**Records from a dataset:**
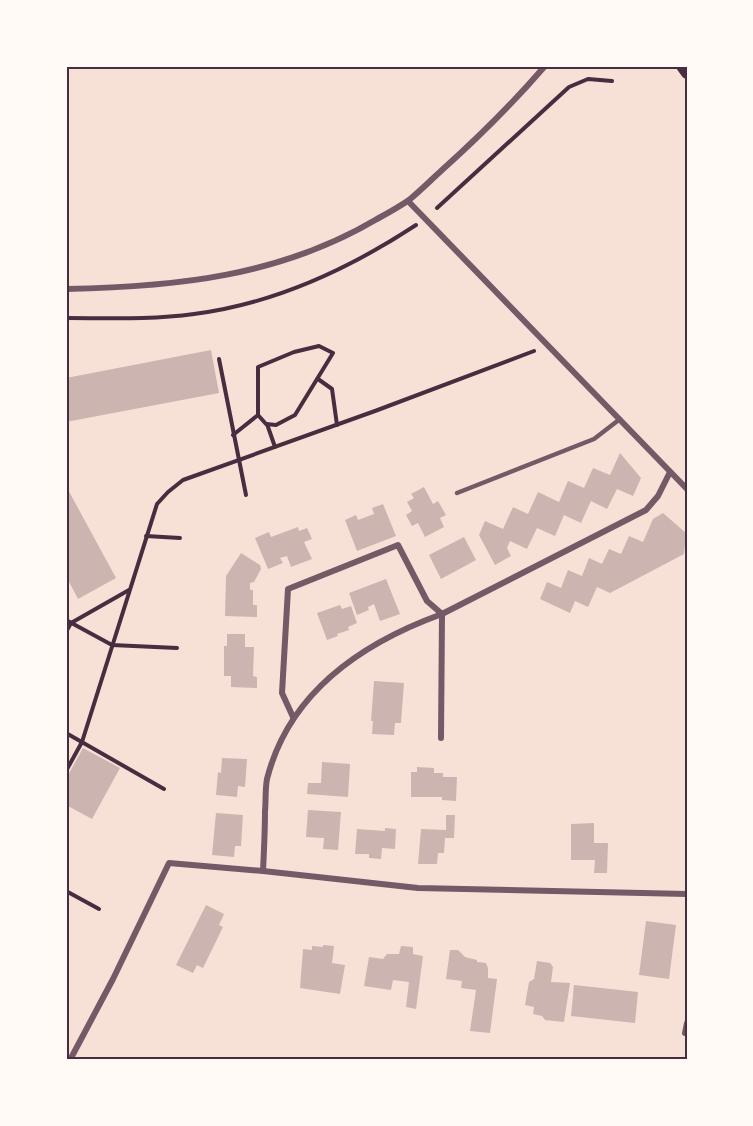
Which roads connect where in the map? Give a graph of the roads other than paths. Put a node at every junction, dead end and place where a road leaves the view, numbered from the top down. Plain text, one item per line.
1 (545, 66) edge
2 (682, 66) edge
3 (687, 73) edge
4 (408, 201) junction
5 (66, 289) edge
6 (620, 419) junction
7 (670, 472) junction
8 (687, 489) edge
9 (456, 493) dead end
10 (442, 614) junction
11 (293, 717) junction
12 (441, 738) dead end
13 (263, 871) junction
14 (687, 894) edge
15 (687, 1023) edge
16 (685, 1033) dead end
17 (70, 1060) edge

1 - 4 street
2 - 3 main road
4 - 5 street
4 - 6 street
6 - 7 street
6 - 9 lane
7 - 8 street
7 - 10 street
10 - 11 street
10 - 11 street
10 - 12 street
11 - 13 street
13 - 14 street
13 - 17 street
15 - 16 street

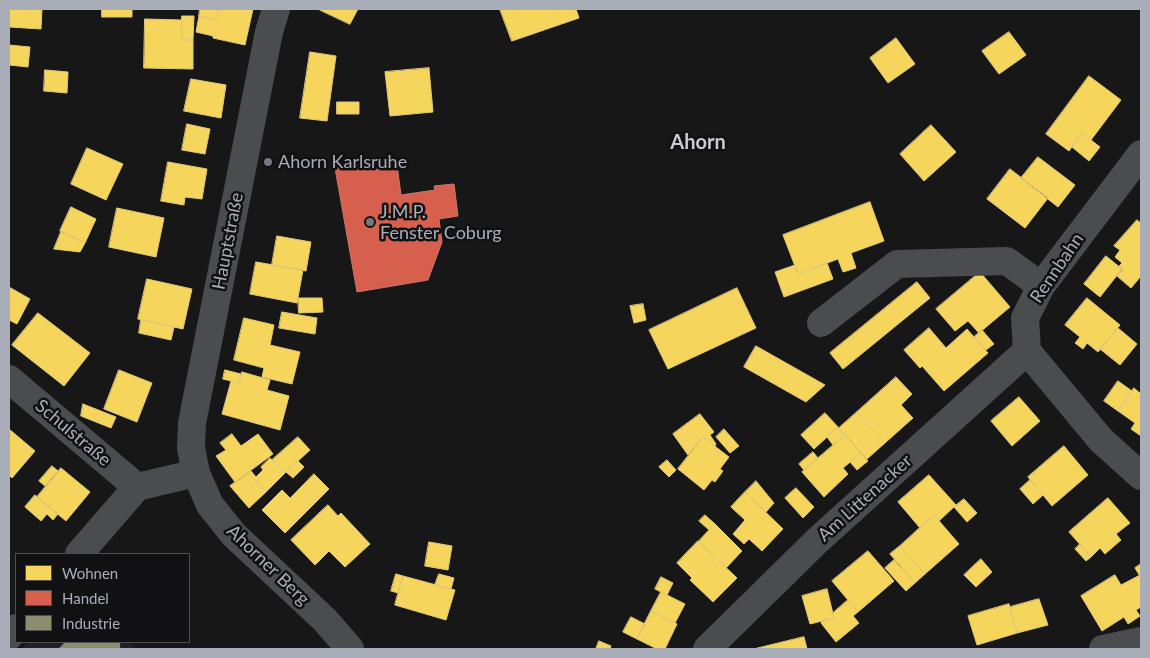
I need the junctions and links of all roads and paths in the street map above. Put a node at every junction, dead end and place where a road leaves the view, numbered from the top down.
1 (276, 9) edge
2 (1141, 154) edge
3 (1041, 286) junction
4 (821, 322) dead end
5 (1027, 351) junction
6 (9, 379) edge
7 (196, 474) junction
8 (1141, 476) edge
9 (137, 487) junction
10 (80, 553) edge
11 (1141, 640) edge
12 (350, 649) edge
13 (706, 649) edge
14 (1102, 649) edge

1 - 7 street, Hauptstraße
2 - 3 street, Rennbahn
3 - 4 street
3 - 5 street, Rennbahn
5 - 8 street
5 - 13 street, Am Littenacker
6 - 9 street, Schulstraße
7 - 9 street
7 - 12 street, Ahorner Berg
9 - 10 street
11 - 14 street

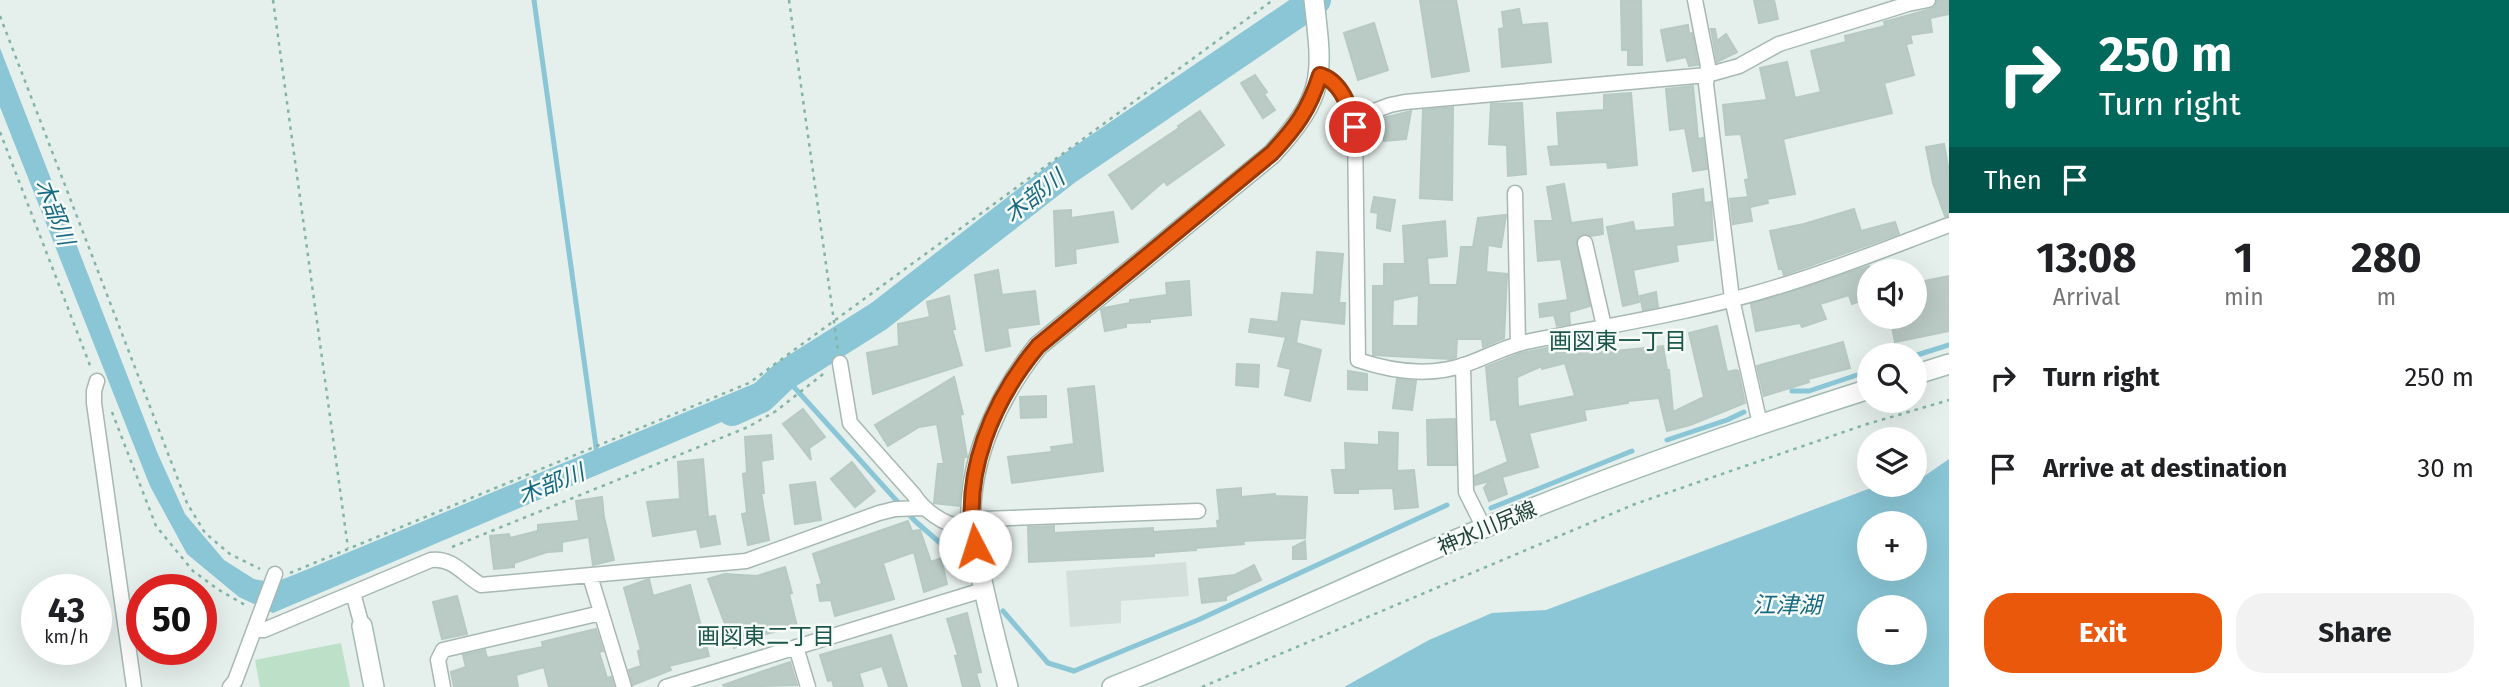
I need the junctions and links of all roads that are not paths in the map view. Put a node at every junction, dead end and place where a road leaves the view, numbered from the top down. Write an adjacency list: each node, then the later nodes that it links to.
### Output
1 (1695, 0): 5 (street)
2 (1928, 0): 5 (street)
3 (1315, 8): 4 (main road)
4 (1320, 75): 6 (street); 22 (main road)
5 (1707, 75): 6 (street); 10 (street)
6 (1353, 119): 15 (street)
7 (1515, 193): 12 (street)
8 (1949, 225): 10 (street)
9 (1585, 243): 11 (street)
10 (1732, 299): 11 (street); 19 (street)
11 (1604, 326): 12 (street)
12 (1518, 344): 15 (street)
13 (839, 360): 20 (street)
14 (1949, 364): 16 (main road)
15 (1464, 365): 23 (street)
16 (1927, 371)
17 (97, 381): 33 (street)
18 (1857, 393): 19 (main road, 神水川尻線)
19 (1759, 424): 23 (main road, 神水川尻線)
20 (920, 509): 22 (street); 25 (street)
21 (1198, 511): 22 (street)
22 (971, 524): 26 (main road)
23 (1484, 528): 41 (main road, 神水川尻線)
24 (274, 576): 30 (street)
25 (590, 576): 27 (street); 28 (street)
26 (983, 590): 31 (street); 40 (main road)
27 (353, 593): 29 (street); 30 (street)
28 (601, 613): 36 (street); 37 (street)
29 (362, 626): 35 (main road)
30 (255, 629): 34 (street)
31 (796, 647): 32 (street); 39 (street)
32 (685, 684): 38 (street)
33 (134, 687)
34 (230, 687)
35 (374, 687)
36 (443, 687)
37 (624, 687)
38 (666, 687)
39 (808, 687)
40 (1008, 687)
41 (1112, 687)

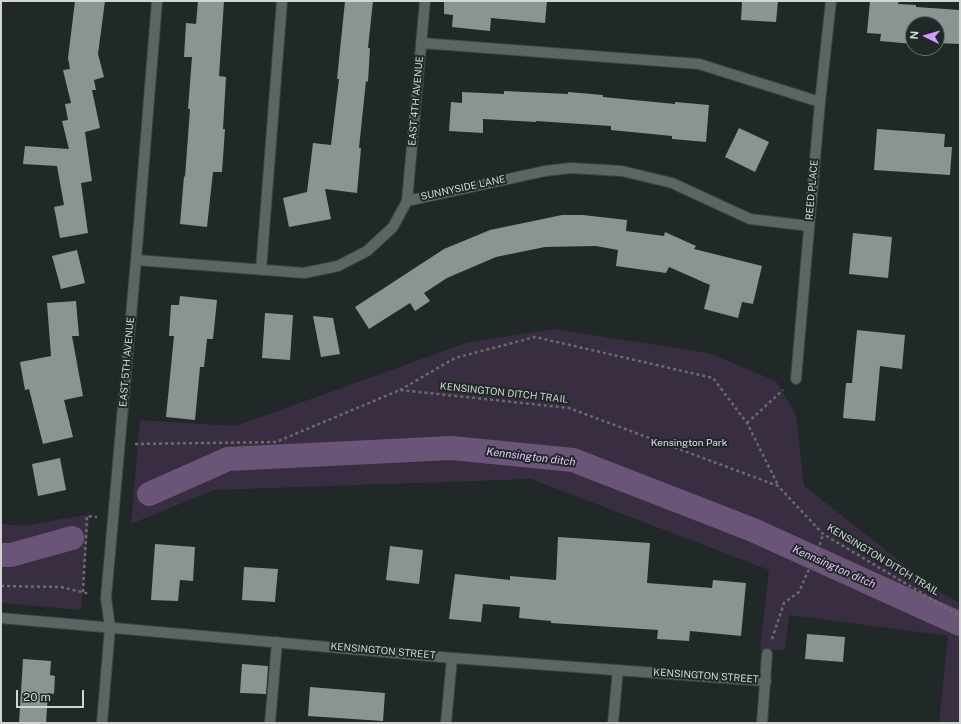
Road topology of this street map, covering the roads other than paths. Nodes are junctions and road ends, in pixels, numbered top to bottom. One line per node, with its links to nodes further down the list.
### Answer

**EXERCISE DETAILS:**
Beginning with the line above that contains "I need the junctions and links of all roads and" and finishing with the line that contains "I need the junctions and links of all roads that", print those lines exactly and only. Skip all pictures.

**ANSWER SECTION:**
I need the junctions and links of all roads and paths in the street map above. Put a node at every junction, dead end and place where a road leaves the view, numbered from the top down.
1 (276, 9) edge
2 (1141, 154) edge
3 (1041, 286) junction
4 (821, 322) dead end
5 (1027, 351) junction
6 (9, 379) edge
7 (196, 474) junction
8 (1141, 476) edge
9 (137, 487) junction
10 (80, 553) edge
11 (1141, 640) edge
12 (350, 649) edge
13 (706, 649) edge
14 (1102, 649) edge

1 - 7 street, Hauptstraße
2 - 3 street, Rennbahn
3 - 4 street
3 - 5 street, Rennbahn
5 - 8 street
5 - 13 street, Am Littenacker
6 - 9 street, Schulstraße
7 - 9 street
7 - 12 street, Ahorner Berg
9 - 10 street
11 - 14 street

I need the junctions and links of all roads that are not paths in the map view. Put a node at every junction, dead end and place where a road leaves the view, numbered from the top down. Write an adjacency list: each node, then the later nodes that it links to.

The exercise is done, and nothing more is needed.